Completing the square and then using trig substitutio

[KevinL]

Homework Statement

Integral of 1/[(x^2+4x+3)^(3/2)]

The Attempt at a Solution

I tried completing the square and then using trig substitution. So its:

1/[(x+2)^2 -1] let x+2=sec(theta), dx =sec(theta)tan(theta)

After some simplifying, I get it down to integral of csc(theta) which = -ln|csc(theta) + cot(theta)|

My calc teacher has the answers online, and it doesn't have any ln in it at all, so I am pretty sure I am on the wrong track here. Any suggestions?

 

[Gib Z]

It seems like you completely forgot about the exponent in the denominator.

 

[swraman]

Homework Statement

Integral of 1/[(x^2+4x+3)^(3/2)]

The Attempt at a Solution

I tried completing the square and then using trig substitution. So its:

1/[(x+2)^2 -1] let x+2=sec(theta), dx =sec(theta)tan(theta)

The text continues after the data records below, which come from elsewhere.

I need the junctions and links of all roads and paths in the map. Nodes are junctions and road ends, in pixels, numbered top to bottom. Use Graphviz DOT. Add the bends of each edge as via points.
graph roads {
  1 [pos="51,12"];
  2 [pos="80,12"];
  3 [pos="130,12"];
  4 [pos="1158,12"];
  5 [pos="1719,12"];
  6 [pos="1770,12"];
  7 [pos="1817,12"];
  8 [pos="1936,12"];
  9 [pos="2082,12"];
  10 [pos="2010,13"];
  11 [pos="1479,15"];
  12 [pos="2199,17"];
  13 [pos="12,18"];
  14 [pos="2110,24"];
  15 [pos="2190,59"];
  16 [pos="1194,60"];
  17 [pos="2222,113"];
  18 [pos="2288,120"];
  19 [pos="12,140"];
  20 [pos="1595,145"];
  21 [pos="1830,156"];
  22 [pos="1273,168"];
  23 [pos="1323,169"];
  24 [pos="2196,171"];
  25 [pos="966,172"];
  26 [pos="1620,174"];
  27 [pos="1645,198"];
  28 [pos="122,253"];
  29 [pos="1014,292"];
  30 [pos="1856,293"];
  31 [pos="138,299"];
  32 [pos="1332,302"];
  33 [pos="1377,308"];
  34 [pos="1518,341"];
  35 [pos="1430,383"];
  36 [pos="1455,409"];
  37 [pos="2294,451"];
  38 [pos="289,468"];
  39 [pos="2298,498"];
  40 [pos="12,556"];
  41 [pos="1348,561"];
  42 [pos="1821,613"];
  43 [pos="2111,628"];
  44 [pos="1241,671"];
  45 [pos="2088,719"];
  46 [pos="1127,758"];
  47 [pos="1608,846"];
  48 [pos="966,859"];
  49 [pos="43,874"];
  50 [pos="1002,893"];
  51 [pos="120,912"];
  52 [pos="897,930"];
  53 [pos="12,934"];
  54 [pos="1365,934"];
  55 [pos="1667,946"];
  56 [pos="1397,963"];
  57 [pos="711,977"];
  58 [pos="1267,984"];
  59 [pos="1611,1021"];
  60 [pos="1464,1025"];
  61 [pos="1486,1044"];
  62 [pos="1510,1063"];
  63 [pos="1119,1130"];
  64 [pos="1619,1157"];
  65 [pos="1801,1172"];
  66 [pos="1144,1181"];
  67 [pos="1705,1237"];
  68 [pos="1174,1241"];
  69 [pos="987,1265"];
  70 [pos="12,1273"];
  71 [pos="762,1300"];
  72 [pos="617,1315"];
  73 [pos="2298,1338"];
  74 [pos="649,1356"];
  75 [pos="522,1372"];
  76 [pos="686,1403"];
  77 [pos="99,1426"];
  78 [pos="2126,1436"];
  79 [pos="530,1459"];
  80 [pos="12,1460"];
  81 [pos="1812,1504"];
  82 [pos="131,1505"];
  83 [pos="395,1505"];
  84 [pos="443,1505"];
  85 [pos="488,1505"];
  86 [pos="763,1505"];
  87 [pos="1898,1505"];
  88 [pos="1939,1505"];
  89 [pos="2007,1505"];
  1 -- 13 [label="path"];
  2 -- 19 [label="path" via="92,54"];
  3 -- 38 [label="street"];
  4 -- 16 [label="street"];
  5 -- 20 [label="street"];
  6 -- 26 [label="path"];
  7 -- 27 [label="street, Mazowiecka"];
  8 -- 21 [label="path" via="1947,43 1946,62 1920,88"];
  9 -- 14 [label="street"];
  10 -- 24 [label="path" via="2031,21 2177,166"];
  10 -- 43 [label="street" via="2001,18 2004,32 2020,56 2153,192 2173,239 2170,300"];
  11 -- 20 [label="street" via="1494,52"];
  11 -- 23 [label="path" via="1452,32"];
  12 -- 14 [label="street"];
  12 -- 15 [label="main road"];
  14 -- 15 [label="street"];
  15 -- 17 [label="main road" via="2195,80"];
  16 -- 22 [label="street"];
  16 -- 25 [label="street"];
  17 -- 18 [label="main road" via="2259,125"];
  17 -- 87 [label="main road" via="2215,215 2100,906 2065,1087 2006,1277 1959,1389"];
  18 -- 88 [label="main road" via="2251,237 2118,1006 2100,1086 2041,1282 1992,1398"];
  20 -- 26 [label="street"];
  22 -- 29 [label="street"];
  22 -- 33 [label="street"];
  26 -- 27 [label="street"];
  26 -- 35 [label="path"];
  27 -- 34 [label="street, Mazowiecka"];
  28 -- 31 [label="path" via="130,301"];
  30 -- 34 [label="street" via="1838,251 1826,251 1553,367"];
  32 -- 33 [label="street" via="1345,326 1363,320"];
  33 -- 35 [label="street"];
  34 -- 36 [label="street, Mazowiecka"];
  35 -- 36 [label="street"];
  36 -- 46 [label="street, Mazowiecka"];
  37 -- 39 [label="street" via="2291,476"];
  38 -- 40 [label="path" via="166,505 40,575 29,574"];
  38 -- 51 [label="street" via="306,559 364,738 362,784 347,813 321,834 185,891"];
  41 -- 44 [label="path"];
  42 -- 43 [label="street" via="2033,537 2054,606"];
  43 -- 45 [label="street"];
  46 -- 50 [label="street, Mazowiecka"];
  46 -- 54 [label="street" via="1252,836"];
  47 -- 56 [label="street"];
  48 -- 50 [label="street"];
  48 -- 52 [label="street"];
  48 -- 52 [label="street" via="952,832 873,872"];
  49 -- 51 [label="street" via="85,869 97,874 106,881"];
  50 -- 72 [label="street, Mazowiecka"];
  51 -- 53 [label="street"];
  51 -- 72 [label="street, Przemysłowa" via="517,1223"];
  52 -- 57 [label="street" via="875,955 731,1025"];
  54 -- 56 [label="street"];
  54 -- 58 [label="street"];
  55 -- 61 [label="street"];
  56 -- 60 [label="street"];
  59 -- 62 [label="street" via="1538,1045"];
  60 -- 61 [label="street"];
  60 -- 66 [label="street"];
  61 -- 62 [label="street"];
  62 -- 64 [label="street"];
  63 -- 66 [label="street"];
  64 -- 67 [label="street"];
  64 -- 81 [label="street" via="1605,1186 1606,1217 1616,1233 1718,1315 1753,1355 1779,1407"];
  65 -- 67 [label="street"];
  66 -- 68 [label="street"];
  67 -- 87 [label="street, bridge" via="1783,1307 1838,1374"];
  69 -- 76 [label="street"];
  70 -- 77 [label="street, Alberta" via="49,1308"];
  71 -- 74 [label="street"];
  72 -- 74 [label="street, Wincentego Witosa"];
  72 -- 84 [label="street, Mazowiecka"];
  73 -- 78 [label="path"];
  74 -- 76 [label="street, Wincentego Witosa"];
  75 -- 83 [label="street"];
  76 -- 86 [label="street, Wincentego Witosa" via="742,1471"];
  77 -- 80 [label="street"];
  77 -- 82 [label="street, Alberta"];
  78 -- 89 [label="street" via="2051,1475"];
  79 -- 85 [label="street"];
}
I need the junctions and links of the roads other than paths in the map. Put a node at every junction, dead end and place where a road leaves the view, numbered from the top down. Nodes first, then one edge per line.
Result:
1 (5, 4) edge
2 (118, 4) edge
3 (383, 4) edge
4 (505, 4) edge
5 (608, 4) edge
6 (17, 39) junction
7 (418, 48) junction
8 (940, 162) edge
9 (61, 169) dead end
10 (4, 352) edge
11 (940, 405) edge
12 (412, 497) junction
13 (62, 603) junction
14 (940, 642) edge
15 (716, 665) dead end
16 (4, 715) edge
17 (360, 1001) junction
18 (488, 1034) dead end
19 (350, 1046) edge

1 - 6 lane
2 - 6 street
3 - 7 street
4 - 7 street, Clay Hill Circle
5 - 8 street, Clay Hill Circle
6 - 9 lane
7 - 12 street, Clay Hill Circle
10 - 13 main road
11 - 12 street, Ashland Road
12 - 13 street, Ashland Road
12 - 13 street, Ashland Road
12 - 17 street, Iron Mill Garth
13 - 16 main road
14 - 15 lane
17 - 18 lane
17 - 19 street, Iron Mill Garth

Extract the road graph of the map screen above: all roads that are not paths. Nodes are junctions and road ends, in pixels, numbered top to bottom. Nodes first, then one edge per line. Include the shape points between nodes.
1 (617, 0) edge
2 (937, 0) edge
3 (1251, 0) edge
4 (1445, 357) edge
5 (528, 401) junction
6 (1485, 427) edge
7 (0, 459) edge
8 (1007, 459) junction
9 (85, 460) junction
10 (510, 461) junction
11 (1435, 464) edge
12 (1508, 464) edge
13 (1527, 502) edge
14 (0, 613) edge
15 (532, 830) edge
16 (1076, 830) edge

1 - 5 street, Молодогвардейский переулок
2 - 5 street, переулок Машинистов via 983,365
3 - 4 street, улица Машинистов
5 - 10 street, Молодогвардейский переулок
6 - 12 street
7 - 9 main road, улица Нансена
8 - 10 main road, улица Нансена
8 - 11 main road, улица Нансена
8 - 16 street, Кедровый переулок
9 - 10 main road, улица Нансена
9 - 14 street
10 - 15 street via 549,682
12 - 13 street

After some simplifying, I get it down to integral of csc(theta) which = -ln|csc(theta) + cot(theta)

The small mistake you made after completing the square is that you forgit to copy down the ^3/2 in the denominator. It should be:

\frac{1}{[(x+2)^{2} -1]^{\frac{3}{2}}}.

It becomes much easier when you include it ;). But aside from that mistake you're on teh right general track.